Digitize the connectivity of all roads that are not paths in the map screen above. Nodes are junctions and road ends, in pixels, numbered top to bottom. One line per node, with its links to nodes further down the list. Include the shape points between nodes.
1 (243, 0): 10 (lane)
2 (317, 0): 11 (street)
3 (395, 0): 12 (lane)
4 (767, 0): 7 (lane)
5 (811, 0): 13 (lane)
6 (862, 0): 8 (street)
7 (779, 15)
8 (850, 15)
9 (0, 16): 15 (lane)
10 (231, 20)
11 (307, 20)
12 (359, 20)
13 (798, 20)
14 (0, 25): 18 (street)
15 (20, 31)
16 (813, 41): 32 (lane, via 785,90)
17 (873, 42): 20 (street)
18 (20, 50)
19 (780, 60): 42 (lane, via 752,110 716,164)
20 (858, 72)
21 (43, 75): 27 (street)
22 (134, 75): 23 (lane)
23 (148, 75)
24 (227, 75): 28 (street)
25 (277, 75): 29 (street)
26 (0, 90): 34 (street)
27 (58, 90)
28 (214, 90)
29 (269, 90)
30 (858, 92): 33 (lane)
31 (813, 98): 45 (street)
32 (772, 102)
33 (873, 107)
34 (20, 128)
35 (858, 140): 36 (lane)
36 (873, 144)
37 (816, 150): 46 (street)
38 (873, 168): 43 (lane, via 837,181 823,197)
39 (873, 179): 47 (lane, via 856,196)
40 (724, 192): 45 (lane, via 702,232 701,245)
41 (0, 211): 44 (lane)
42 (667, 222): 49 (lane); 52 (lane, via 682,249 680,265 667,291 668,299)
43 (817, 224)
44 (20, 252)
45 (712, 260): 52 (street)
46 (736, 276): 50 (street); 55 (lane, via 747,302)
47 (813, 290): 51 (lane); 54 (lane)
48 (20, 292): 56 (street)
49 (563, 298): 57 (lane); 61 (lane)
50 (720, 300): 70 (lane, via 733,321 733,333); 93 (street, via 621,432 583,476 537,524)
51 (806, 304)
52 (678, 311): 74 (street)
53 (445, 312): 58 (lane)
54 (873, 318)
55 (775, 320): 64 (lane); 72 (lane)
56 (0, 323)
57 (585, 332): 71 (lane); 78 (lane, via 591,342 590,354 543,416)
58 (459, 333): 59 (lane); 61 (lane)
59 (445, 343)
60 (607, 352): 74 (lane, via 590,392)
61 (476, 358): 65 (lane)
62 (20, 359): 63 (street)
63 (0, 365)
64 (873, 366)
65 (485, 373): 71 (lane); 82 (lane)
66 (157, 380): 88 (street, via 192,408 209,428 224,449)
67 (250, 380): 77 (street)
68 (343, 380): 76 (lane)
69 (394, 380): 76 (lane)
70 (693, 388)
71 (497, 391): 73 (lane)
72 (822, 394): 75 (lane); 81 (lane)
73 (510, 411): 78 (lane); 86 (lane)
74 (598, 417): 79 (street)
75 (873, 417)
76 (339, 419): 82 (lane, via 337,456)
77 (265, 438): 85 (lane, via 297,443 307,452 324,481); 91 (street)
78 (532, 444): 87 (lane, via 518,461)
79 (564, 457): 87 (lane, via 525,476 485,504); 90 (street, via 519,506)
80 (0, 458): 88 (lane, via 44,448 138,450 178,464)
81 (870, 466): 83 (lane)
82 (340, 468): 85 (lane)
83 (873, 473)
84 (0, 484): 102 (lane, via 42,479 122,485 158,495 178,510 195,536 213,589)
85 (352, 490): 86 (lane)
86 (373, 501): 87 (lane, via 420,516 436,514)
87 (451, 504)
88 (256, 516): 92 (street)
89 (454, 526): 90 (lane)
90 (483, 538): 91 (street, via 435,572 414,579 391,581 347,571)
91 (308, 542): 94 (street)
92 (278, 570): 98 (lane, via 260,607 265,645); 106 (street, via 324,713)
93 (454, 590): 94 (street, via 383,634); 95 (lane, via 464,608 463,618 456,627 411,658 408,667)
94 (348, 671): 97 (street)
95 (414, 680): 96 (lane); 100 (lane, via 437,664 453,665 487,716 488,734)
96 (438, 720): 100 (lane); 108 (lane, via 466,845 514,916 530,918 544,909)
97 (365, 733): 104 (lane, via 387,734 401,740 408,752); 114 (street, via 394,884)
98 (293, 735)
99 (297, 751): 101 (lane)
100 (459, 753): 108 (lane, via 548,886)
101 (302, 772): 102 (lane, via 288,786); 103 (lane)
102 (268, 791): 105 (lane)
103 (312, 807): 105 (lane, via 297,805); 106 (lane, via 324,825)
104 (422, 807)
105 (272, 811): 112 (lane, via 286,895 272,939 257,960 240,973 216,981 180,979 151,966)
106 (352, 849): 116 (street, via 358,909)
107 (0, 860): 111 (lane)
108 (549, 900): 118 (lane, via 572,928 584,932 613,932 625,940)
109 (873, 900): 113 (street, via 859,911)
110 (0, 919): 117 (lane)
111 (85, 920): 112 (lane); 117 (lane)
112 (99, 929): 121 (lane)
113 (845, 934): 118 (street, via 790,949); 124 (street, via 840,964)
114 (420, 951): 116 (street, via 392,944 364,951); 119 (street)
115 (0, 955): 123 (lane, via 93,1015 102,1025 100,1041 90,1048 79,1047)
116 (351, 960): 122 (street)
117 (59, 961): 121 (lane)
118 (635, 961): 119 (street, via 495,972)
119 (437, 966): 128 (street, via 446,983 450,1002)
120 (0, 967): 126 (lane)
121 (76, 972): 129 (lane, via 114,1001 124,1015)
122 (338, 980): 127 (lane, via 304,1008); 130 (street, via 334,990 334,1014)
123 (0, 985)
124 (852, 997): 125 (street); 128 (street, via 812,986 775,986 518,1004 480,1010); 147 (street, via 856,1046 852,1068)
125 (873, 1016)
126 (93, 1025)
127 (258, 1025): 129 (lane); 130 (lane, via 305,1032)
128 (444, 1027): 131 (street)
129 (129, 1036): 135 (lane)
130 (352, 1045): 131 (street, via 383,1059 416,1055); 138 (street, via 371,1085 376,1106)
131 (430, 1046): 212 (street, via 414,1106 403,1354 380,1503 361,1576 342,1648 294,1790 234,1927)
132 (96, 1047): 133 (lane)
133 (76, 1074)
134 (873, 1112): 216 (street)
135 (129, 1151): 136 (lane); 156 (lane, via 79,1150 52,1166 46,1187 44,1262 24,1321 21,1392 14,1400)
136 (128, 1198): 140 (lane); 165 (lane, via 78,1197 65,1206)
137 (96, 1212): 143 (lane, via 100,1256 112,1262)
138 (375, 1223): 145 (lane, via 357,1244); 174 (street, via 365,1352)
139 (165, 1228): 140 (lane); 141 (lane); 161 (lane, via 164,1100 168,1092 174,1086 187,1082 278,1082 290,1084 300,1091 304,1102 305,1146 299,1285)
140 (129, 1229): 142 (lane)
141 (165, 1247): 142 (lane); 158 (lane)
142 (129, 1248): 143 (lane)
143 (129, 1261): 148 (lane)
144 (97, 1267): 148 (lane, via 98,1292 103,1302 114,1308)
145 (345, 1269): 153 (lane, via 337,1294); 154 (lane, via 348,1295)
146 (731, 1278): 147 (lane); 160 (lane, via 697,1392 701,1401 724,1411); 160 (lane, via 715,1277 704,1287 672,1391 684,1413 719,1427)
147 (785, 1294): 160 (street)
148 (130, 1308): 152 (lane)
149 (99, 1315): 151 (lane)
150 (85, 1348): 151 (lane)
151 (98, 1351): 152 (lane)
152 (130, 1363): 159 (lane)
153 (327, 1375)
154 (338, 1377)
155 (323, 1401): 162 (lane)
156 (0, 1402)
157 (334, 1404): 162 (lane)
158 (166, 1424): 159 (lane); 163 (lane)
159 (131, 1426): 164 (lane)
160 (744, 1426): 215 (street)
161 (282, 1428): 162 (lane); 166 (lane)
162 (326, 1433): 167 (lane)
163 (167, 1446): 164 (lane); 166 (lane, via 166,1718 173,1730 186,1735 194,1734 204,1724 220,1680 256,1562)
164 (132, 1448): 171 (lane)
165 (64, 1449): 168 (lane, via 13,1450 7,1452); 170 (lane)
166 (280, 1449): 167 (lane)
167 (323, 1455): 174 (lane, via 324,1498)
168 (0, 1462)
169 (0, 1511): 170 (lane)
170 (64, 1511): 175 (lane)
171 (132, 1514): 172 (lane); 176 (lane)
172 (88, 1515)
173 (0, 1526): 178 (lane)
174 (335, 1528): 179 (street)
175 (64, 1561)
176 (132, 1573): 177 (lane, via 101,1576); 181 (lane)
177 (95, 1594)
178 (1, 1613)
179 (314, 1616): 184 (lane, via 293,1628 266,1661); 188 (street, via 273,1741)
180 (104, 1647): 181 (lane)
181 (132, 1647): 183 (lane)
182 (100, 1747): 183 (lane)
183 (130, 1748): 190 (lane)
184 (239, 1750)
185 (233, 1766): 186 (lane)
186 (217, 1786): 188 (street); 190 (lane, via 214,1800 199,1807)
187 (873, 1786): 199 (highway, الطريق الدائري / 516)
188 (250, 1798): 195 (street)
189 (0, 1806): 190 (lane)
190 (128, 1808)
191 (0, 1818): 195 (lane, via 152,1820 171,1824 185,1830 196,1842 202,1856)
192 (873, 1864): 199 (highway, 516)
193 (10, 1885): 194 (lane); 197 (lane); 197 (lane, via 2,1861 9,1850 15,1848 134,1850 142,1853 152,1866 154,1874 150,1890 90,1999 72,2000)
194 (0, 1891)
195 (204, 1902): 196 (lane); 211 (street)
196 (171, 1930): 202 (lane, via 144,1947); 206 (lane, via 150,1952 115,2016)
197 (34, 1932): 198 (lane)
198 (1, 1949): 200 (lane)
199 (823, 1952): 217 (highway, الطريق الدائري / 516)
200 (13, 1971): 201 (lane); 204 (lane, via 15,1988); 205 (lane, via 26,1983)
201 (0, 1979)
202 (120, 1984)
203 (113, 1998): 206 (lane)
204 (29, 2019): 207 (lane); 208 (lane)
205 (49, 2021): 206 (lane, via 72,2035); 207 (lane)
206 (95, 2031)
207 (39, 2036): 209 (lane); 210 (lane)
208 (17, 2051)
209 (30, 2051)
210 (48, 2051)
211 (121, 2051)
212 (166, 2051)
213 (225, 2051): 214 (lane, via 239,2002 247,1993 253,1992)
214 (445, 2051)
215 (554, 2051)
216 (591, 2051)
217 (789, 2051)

******

* _YOUR INSTRUCTIONS_:
Please copy each line of the records above in which the word "highway" can be found.

* _EXERCISE RESULT_:
187 (873, 1786): 199 (highway, الطريق الدائري / 516)
192 (873, 1864): 199 (highway, 516)
199 (823, 1952): 217 (highway, الطريق الدائري / 516)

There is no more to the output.